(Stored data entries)
# # # #
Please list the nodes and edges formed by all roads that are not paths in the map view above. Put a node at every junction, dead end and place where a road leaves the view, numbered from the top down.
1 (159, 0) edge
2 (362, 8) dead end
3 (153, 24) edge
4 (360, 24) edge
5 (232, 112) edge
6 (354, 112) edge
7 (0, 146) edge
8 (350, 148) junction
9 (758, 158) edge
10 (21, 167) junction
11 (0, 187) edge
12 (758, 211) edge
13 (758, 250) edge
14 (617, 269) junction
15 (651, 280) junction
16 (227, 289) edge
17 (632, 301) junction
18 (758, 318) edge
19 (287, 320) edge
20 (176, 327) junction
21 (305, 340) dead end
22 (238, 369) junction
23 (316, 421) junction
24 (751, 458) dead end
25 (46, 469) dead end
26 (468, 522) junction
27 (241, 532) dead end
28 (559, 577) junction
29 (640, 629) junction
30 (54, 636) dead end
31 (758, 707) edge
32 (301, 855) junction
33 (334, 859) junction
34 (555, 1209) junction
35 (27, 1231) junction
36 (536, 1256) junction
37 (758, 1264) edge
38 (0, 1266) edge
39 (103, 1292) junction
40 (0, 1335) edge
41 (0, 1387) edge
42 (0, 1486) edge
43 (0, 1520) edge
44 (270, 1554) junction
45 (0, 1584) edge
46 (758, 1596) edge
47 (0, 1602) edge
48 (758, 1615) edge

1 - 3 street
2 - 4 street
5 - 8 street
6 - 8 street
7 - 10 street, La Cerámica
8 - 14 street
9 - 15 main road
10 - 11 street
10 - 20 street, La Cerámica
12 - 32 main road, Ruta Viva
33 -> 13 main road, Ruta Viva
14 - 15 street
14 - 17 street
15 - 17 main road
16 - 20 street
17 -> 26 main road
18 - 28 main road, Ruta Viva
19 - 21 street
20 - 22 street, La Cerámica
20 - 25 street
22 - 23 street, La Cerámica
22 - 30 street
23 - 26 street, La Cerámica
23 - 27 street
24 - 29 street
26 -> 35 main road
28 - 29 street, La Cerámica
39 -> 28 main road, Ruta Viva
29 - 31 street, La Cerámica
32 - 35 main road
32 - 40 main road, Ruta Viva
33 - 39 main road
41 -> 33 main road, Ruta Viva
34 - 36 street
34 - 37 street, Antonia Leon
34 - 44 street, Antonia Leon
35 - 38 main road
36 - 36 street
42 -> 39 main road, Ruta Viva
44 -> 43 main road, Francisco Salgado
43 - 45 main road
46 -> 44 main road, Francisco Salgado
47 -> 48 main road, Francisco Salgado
# # # #
#### TRY IT
Scan each line of the entries above for the word "Leon" and report how many lines contain it, with nothing else.

#### TASK OUTPUT
2